[Collected data entries]
☆ ☆ ☆ ☆ ☆

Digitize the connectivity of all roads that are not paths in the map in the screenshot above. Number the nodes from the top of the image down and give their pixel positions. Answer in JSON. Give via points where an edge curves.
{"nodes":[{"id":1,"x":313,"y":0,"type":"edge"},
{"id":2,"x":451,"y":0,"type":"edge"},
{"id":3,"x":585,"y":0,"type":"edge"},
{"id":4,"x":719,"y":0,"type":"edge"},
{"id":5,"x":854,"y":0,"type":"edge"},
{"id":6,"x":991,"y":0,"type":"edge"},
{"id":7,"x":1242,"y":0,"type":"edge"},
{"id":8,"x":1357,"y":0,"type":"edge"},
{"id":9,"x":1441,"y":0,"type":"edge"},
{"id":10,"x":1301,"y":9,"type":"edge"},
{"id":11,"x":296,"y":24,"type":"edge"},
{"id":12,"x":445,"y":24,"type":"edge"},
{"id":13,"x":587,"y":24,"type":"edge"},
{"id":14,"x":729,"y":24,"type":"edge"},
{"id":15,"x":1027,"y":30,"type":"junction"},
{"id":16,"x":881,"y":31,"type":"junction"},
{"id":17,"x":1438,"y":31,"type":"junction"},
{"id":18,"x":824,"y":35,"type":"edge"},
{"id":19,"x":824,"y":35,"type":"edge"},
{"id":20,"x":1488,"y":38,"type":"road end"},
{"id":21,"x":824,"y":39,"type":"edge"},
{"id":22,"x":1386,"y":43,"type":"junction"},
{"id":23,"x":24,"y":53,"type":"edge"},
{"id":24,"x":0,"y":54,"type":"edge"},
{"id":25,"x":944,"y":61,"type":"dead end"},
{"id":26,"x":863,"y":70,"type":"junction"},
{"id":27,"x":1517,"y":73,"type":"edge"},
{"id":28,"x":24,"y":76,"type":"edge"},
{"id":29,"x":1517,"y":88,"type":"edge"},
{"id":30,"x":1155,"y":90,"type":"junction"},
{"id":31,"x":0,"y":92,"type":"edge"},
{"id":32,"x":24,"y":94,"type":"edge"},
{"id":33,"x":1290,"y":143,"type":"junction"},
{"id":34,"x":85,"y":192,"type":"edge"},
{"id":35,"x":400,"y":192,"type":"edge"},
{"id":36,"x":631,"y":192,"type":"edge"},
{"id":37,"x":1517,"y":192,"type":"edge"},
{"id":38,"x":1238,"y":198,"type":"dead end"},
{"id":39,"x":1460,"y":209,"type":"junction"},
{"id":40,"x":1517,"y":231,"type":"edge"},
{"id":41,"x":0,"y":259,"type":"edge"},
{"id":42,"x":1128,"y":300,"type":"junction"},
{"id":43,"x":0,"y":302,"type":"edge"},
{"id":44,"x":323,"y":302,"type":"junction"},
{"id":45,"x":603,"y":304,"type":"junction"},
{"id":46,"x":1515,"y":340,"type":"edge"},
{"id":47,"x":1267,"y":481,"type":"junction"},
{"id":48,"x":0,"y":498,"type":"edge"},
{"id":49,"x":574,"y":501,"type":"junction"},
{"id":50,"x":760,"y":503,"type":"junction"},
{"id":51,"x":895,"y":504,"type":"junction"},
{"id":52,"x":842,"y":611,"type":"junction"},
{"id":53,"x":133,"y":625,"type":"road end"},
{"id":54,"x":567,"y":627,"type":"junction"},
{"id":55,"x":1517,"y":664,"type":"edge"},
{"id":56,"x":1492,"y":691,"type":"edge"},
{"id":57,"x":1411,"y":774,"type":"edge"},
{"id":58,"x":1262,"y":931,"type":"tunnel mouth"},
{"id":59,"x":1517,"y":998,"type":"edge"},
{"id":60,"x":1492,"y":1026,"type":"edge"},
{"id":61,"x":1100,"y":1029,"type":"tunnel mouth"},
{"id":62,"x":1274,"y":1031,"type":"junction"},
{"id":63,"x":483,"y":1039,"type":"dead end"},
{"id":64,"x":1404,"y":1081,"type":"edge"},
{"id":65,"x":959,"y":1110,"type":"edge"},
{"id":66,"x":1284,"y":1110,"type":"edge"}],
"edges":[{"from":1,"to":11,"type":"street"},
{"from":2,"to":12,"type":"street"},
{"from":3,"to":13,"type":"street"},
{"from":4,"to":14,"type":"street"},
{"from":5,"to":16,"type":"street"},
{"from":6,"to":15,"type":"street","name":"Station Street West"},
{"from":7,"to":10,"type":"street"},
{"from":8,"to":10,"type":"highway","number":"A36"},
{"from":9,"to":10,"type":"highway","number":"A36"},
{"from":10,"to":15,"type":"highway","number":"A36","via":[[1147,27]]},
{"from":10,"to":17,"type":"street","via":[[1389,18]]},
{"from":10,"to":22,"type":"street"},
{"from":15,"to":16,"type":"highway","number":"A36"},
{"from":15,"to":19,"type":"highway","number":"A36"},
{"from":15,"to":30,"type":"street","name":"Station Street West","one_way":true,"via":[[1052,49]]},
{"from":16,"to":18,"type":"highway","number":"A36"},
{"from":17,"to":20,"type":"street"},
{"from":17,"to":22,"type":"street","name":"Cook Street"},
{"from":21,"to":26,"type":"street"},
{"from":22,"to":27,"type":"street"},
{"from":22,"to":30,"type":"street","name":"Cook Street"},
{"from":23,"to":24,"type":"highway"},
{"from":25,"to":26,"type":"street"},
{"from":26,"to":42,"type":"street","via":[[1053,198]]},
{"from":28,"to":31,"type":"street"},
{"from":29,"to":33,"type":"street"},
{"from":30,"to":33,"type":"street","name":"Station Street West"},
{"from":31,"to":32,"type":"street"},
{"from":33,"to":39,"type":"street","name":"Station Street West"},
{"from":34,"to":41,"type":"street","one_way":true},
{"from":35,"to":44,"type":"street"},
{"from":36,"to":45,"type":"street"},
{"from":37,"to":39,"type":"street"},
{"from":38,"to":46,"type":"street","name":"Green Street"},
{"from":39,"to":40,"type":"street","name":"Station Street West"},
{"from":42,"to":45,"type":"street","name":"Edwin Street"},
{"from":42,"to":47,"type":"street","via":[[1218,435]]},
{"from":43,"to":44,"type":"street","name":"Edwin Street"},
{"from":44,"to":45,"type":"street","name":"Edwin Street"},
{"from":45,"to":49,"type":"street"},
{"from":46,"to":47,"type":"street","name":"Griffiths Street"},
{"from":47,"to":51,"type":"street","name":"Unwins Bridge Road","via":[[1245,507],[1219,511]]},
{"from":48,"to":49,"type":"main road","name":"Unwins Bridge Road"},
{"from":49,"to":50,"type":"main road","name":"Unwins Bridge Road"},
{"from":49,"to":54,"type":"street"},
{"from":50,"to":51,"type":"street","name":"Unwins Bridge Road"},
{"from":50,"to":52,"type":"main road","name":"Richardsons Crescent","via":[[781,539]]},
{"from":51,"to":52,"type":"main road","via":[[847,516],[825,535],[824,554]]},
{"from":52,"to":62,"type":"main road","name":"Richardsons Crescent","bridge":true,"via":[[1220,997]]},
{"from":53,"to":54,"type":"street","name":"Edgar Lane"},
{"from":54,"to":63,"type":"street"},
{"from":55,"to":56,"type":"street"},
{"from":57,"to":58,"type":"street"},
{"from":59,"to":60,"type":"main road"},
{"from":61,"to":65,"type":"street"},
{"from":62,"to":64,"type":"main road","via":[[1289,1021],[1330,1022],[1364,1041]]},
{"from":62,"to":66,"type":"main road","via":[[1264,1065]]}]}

☆ ☆ ☆ ☆ ☆

[WHAT TO DO]
Work out how many lines of the records contain the word "Edwin". Give that number and nothing more.

[OUTPUT FOR THIS TASK]
3